Task material section start
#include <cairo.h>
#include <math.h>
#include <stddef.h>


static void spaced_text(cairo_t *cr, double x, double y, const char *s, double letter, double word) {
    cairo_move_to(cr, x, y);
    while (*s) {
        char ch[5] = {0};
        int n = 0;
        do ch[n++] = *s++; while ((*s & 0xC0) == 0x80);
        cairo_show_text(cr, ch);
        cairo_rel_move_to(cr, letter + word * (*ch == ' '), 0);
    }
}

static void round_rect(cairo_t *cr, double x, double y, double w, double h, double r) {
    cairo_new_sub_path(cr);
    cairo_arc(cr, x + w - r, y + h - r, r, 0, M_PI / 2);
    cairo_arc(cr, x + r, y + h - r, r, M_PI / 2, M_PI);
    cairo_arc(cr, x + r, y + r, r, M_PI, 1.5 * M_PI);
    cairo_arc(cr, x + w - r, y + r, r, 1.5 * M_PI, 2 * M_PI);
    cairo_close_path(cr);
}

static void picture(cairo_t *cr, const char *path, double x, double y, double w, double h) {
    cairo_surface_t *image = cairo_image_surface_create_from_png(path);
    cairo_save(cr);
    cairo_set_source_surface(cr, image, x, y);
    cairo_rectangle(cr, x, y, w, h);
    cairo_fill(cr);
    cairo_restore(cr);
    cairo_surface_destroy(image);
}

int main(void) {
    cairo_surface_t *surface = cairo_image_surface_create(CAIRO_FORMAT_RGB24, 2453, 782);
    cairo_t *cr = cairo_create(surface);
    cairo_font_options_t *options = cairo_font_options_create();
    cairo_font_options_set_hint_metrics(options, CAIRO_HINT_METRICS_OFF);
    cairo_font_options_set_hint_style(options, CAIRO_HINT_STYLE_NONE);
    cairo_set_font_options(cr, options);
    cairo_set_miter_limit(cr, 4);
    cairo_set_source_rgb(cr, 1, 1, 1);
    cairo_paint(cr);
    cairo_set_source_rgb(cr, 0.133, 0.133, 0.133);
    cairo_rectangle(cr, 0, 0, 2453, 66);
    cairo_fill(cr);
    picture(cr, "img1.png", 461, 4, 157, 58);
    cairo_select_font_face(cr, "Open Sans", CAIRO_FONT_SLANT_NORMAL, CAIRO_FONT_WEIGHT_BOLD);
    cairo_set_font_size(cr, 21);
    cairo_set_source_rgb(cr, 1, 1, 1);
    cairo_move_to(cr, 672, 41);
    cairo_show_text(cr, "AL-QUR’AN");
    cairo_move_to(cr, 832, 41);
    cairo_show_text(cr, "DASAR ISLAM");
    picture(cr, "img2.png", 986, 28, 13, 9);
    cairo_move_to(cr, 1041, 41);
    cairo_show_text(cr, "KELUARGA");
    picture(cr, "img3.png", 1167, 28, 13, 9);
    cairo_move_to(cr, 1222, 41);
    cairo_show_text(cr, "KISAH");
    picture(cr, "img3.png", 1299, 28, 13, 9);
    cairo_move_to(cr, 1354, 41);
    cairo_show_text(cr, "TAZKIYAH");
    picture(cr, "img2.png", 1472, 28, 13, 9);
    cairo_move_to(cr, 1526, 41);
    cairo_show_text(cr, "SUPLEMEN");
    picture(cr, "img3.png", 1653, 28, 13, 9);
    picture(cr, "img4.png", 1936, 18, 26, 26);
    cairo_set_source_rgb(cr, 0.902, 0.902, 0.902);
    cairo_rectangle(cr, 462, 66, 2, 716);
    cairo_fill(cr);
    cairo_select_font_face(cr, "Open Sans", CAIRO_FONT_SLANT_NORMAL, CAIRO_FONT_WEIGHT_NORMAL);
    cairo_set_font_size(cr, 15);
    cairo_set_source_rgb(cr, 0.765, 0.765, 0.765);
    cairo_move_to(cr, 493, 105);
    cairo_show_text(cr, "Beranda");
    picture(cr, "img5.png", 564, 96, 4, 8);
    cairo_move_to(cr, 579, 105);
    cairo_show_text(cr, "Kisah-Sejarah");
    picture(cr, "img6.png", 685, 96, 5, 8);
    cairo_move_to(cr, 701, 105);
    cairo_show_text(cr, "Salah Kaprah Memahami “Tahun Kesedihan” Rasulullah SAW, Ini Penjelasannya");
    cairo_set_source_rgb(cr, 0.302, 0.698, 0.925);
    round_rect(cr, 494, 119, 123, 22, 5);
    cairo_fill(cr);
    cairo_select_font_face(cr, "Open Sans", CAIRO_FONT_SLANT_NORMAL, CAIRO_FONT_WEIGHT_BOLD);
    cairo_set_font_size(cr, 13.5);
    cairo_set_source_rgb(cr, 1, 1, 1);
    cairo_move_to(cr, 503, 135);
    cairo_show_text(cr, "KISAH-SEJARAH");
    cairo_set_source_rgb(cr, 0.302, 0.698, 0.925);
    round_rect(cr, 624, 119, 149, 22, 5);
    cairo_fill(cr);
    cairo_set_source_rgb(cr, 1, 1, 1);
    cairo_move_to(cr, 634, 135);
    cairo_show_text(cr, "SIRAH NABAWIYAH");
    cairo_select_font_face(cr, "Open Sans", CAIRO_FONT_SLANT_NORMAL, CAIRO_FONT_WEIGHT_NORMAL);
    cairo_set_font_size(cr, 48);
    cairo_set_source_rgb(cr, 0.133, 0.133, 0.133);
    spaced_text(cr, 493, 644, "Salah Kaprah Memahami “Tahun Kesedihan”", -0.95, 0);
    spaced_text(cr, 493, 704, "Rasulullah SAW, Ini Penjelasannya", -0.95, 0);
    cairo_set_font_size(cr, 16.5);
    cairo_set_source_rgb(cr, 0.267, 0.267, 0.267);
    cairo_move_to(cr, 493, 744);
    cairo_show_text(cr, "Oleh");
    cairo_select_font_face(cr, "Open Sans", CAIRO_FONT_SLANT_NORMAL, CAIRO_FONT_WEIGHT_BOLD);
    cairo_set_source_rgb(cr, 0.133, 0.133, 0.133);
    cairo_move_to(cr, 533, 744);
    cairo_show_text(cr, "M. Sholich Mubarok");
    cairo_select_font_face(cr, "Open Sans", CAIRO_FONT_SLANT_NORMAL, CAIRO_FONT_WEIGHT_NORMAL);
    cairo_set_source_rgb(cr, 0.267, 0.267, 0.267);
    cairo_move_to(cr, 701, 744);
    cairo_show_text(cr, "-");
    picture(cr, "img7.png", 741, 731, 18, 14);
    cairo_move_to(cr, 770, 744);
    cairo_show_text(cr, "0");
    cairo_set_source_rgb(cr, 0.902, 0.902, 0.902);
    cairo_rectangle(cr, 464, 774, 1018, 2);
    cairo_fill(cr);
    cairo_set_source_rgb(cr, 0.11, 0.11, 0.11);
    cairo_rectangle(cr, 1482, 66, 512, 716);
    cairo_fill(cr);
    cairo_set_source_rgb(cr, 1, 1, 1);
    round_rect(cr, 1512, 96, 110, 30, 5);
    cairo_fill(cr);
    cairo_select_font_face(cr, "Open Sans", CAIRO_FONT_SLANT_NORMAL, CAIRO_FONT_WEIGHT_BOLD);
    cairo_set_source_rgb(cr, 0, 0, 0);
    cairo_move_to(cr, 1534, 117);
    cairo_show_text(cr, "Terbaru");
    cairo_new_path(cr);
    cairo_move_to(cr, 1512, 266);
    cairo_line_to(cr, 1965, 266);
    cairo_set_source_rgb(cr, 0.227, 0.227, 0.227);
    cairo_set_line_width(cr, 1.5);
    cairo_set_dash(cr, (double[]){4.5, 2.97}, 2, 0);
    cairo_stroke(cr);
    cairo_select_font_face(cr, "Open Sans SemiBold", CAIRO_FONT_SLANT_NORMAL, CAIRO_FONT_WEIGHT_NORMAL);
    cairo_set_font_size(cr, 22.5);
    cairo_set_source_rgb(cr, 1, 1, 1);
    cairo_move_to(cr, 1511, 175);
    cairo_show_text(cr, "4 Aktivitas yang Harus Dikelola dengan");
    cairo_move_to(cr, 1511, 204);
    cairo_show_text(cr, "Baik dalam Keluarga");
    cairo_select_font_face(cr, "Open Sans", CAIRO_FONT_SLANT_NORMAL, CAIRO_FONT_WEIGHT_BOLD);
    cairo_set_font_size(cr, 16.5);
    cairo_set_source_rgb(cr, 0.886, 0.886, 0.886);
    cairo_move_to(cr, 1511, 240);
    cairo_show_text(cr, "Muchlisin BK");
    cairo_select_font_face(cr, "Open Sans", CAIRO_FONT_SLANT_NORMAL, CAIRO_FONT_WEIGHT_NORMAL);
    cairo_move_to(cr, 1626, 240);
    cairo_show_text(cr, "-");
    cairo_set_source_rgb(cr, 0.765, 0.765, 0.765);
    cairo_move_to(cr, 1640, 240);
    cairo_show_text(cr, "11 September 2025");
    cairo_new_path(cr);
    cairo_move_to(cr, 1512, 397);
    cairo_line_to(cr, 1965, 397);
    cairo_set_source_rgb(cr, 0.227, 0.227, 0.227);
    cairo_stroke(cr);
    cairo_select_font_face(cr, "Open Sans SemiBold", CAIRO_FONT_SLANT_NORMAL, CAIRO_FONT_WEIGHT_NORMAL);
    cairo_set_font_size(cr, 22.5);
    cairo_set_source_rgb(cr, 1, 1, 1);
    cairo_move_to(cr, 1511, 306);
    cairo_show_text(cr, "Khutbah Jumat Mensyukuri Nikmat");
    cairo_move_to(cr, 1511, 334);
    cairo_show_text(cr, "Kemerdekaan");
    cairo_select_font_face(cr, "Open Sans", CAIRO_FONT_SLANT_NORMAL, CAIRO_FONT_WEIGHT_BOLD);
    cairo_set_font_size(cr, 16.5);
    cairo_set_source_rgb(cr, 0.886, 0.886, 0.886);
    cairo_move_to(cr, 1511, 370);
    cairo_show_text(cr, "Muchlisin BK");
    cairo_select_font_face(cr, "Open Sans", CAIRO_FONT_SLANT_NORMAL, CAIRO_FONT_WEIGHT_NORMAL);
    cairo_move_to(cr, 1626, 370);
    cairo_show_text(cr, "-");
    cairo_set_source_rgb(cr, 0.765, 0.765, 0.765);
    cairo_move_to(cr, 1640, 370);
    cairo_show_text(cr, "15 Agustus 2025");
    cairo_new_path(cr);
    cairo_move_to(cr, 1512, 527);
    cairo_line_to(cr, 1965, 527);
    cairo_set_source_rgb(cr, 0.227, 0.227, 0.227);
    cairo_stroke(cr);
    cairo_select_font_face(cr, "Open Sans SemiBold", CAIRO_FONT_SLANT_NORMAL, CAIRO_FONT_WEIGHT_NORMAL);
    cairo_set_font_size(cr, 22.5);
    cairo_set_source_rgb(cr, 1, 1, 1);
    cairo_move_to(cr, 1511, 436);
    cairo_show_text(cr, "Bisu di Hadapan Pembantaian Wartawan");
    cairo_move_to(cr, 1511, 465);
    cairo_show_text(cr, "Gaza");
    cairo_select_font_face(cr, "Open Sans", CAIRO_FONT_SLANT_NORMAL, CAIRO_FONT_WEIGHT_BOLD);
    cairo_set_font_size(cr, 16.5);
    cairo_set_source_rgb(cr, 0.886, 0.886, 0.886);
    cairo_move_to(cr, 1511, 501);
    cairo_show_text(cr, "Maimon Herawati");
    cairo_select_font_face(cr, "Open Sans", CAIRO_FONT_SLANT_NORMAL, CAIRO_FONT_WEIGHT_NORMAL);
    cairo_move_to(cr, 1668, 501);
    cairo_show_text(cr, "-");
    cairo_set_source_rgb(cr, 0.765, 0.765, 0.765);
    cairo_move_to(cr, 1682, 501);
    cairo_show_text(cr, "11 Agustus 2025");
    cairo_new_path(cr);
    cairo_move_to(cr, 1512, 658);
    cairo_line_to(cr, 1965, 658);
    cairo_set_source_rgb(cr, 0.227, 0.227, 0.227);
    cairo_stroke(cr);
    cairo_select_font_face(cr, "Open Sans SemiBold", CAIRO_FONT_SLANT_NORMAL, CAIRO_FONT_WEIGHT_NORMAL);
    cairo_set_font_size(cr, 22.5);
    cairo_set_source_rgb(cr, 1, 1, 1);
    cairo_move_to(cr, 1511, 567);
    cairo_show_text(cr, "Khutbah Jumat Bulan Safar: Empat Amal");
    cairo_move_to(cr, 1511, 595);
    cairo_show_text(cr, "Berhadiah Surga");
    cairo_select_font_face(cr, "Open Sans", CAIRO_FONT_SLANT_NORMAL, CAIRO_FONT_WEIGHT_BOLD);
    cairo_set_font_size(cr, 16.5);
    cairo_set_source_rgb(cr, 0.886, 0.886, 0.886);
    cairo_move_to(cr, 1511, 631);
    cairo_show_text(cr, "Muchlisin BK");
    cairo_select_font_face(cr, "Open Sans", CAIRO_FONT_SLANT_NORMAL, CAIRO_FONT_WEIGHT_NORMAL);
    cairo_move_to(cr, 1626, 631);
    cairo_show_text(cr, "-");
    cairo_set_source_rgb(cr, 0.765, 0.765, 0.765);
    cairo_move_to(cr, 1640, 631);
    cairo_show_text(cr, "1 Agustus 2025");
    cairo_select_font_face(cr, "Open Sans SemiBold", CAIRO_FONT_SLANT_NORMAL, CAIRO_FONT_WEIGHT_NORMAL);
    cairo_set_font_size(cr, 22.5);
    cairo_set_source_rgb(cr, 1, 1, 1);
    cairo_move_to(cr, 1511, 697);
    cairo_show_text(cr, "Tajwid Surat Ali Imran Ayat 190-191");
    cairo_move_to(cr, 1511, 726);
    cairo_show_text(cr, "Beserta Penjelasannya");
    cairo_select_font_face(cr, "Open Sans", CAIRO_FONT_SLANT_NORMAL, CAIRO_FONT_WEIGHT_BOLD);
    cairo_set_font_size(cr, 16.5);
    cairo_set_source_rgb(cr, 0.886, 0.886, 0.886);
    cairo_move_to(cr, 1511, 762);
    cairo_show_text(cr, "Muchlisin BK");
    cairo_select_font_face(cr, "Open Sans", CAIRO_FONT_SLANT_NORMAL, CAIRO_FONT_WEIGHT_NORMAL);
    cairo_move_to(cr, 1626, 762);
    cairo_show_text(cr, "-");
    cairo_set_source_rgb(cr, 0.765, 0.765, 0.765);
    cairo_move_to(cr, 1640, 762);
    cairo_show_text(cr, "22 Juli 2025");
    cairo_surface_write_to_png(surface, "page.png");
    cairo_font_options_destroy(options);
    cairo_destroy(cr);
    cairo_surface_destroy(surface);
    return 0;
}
Task material section end
### What the task asks:
The answer is a count and nothing more: lines above that contain "letter".

### Answer to this exercise:
2